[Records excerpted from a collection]

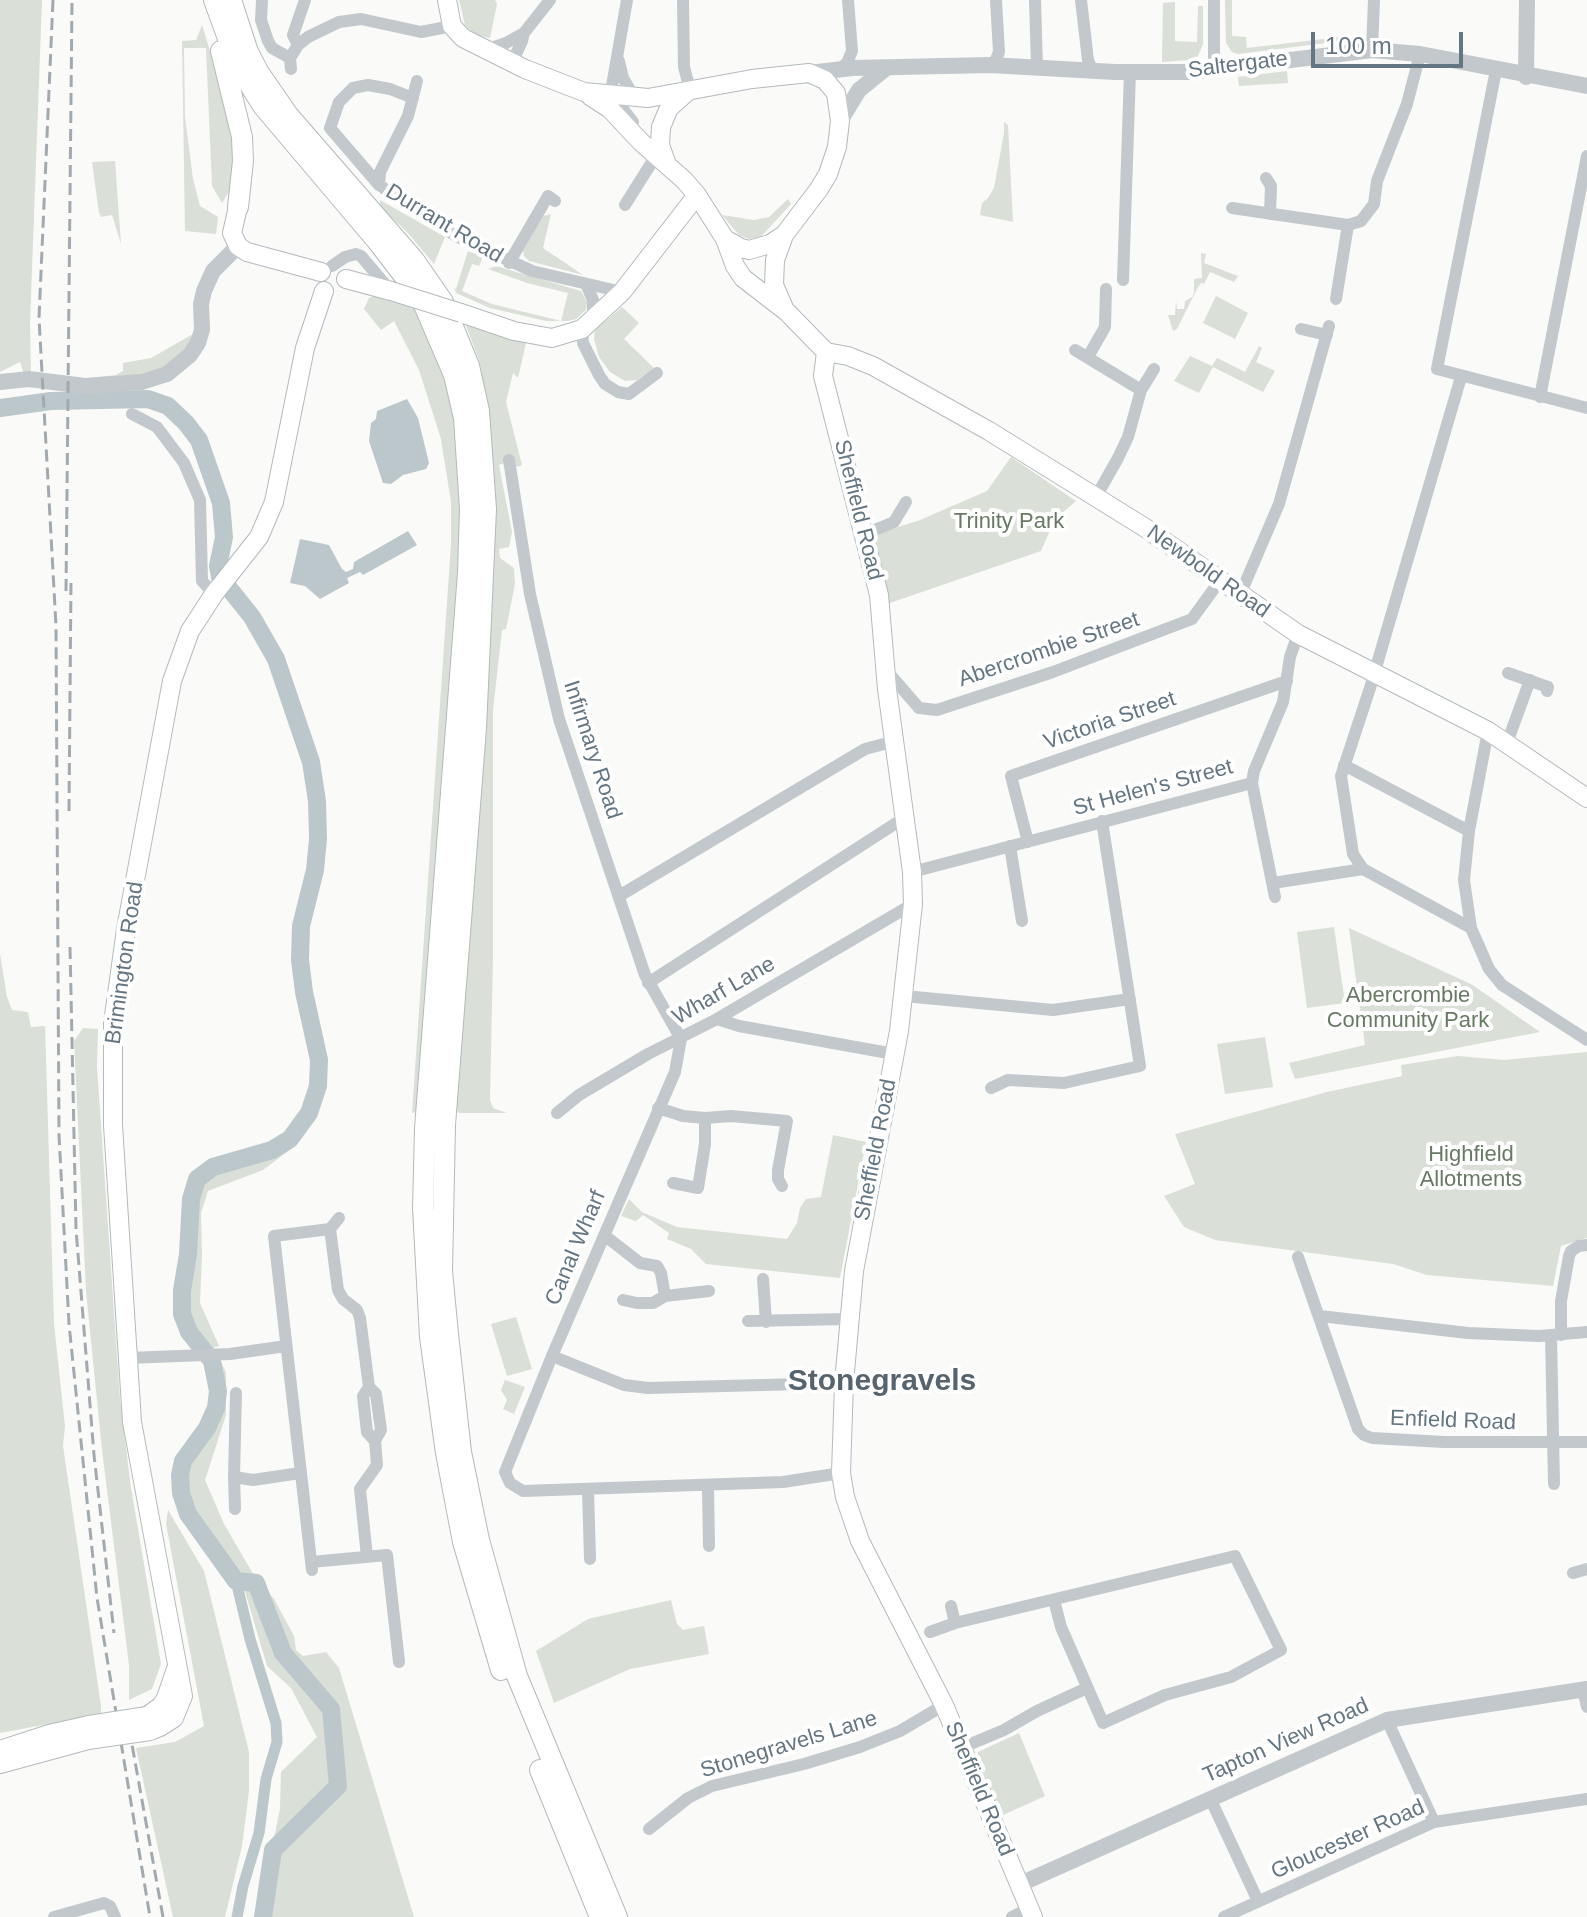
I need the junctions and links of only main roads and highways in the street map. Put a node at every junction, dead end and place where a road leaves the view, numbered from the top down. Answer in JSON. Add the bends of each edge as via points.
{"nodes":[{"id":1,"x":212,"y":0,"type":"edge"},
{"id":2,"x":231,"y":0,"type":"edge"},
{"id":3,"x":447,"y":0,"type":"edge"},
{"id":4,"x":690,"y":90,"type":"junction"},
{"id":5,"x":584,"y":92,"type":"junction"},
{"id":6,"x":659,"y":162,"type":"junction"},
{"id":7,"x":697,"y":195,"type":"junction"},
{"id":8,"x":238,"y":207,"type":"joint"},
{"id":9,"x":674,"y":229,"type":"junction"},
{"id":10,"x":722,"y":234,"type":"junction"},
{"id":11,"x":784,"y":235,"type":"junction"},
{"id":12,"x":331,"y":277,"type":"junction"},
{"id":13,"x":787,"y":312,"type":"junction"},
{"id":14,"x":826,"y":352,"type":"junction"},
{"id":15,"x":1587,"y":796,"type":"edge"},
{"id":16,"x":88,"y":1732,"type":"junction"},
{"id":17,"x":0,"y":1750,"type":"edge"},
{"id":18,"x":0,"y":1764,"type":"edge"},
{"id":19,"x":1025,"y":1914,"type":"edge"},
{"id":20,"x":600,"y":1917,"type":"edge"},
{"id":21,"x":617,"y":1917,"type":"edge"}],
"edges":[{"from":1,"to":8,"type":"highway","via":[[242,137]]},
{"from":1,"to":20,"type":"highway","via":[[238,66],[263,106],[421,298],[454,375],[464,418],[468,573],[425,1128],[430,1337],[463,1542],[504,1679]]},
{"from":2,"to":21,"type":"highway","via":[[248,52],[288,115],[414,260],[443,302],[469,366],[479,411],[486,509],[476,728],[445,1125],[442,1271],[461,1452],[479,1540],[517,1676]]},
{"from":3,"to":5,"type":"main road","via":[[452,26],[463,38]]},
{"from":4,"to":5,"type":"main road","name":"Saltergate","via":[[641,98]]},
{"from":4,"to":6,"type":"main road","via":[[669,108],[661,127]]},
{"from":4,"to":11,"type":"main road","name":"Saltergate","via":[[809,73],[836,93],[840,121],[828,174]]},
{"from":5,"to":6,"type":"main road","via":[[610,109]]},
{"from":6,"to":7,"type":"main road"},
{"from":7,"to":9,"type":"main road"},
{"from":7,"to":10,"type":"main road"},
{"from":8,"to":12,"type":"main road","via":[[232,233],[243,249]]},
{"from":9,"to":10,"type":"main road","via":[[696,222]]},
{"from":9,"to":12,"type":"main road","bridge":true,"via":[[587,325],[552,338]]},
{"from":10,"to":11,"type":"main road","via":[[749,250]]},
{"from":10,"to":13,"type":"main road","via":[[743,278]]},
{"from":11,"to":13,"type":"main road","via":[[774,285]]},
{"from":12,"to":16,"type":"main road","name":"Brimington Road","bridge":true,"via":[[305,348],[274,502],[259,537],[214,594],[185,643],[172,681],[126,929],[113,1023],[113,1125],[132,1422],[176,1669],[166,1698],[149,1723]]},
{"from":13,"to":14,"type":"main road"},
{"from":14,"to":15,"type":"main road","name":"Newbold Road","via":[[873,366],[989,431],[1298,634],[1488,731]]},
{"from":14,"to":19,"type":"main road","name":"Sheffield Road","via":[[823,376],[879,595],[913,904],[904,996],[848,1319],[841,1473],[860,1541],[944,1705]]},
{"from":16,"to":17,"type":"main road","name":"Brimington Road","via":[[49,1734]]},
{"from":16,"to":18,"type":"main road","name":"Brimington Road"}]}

Work to complete —
Scan the entries for the word "true". Report each line that has it.

Solution below —
{"from":9,"to":12,"type":"main road","bridge":true,"via":[[587,325],[552,338]]},
{"from":12,"to":16,"type":"main road","name":"Brimington Road","bridge":true,"via":[[305,348],[274,502],[259,537],[214,594],[185,643],[172,681],[126,929],[113,1023],[113,1125],[132,1422],[176,1669],[166,1698],[149,1723]]},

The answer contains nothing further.